In our last legal alert, we discussed developers using private placements to raise private equity capital as a proactive response to the Commercial Real Estate (CRE) market. Another proactive response to the CRE market is utilizing private funds to group CRE investments and fuel deal volume. Both options provide access to bank capital, strengthen balance sheets, provide additional lender access and diversity, eliminate the need for a guarantee or reduce the risk of it being utilized, and fuel deal volume.
Fueling Deal Volume: Establishing a Private Fund
“Private Funds” are generally understood to be pooled investment vehicles that are excluded from the definition of investment company under the Investment Company Act of 1940 by §§ 3(c)(1) or 3(c)(7). Historically, real estate Private Funds have utilized exemptions under §§ 3(c)(1) and 3(c)(7) under the Investment Company Act of 1940.
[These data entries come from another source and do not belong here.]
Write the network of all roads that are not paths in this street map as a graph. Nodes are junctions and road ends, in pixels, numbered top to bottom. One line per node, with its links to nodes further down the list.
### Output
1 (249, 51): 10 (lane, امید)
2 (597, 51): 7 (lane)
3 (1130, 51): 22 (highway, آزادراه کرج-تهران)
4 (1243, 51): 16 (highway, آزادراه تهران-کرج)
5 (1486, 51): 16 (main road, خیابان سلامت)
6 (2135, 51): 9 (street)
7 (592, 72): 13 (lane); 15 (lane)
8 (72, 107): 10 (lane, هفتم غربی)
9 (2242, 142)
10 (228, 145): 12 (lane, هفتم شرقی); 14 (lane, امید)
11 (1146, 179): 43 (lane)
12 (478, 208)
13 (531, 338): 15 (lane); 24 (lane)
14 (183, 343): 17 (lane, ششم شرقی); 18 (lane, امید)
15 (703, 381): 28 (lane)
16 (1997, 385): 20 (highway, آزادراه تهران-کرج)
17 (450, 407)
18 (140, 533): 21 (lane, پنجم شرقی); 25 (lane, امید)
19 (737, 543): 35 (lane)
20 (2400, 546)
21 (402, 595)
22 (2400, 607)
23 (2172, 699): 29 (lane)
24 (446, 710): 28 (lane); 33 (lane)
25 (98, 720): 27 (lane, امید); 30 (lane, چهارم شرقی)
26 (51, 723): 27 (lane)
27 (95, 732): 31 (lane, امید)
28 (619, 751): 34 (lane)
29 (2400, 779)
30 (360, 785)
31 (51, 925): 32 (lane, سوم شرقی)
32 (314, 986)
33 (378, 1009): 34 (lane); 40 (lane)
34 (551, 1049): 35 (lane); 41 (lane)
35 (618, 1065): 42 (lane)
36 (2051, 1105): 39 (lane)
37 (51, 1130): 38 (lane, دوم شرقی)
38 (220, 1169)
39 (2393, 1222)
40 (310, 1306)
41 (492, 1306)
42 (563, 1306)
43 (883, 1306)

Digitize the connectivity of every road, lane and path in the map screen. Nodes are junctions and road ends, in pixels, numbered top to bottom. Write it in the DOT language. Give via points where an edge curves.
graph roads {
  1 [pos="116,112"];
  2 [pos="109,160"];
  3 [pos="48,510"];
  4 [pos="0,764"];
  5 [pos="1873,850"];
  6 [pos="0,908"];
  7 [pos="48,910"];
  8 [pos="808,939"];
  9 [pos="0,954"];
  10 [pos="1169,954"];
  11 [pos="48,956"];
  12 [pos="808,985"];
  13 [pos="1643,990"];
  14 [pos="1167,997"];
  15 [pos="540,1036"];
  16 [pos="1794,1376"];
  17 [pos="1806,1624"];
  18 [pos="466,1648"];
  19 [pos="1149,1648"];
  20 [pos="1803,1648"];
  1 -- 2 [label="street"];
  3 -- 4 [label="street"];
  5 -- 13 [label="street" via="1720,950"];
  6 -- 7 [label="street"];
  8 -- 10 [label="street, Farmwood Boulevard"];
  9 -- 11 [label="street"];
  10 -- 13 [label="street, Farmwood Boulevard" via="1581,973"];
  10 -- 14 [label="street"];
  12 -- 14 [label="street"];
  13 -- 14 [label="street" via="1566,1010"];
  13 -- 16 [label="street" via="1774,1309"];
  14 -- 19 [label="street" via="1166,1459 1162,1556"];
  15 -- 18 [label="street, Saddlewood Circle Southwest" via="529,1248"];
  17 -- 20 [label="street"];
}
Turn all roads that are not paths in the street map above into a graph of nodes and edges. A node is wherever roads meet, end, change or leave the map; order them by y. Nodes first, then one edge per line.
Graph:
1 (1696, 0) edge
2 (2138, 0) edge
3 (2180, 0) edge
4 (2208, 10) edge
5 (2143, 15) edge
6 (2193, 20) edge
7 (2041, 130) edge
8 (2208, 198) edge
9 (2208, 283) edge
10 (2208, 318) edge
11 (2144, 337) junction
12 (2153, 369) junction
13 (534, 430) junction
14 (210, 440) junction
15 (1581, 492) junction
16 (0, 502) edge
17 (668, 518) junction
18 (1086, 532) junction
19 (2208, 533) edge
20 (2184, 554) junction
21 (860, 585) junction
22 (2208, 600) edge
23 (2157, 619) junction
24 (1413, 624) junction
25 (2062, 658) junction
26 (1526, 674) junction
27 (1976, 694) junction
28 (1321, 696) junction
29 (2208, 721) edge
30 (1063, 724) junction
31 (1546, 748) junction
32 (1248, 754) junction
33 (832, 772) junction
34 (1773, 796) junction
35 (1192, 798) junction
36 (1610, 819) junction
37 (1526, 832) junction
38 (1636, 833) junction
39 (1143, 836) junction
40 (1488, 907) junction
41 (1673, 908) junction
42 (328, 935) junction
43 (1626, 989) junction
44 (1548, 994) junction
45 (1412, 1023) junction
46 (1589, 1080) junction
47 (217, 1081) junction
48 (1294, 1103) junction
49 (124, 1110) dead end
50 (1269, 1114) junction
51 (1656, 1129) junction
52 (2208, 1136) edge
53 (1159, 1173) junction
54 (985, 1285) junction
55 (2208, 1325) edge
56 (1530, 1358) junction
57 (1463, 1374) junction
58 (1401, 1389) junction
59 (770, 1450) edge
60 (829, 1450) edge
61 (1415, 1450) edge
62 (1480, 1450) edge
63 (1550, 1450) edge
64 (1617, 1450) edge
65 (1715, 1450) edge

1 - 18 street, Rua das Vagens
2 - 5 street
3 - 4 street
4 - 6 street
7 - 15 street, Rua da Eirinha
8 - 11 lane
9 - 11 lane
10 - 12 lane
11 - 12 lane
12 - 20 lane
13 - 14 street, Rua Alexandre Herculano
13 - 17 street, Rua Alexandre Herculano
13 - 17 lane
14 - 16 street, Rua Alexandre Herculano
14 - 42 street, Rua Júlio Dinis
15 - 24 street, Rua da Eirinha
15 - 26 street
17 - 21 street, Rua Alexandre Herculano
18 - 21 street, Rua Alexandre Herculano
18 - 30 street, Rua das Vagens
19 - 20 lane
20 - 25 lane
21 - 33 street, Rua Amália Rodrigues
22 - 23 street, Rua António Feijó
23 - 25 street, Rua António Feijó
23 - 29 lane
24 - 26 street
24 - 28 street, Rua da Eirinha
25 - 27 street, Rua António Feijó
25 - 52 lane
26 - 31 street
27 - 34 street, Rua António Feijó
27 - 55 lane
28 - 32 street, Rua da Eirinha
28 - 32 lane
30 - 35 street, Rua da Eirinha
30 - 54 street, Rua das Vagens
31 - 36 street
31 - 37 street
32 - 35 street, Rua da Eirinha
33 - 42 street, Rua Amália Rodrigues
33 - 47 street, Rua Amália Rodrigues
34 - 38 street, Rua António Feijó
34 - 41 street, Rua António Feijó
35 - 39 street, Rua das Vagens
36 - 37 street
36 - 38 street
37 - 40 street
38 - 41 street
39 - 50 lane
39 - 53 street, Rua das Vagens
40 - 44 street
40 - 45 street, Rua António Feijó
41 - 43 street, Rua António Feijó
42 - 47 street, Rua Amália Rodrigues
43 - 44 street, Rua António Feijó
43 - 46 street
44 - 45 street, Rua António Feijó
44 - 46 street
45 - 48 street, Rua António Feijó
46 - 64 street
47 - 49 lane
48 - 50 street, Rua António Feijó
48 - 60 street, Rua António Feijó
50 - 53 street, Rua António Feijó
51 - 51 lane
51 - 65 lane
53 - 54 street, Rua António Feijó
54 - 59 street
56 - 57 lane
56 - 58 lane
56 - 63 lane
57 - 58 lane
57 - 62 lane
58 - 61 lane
- §3(c)(1) provides a Private Fund is an issuer whose securities are beneficially owned by not more than 100 persons–typically accredited investors—and which does not propose to make a public offering of its securities.
- §3(c)(7) provides an exemption for any Private Fund formed after September 1, 1996, which solely issues securities to qualified purchasers (i.e., investors with $5 million in assets) and plans not to make any public offering of such securities.
In our experience, fund advisers using these exemptions often set up a fund for qualified purchasers and another for up to 100 accredited investors to maximize assets under management (AUM).
minimal compliance requirementS for private funds
Fund advisers with aggregate AUM of less than $150 million may avoid Form PF compliance, but fund advisers with AUM of $150 million or more must ordinarily file Form PF. Investment advisers to Private Funds, however, must normally use Form ADV to register with the Securities and Exchange Commission (SEC) and comply with applicable state securities authorities. The SEC requires investment advisers to Private Funds to report on Form ADV general information about Private Funds that they manage.[i]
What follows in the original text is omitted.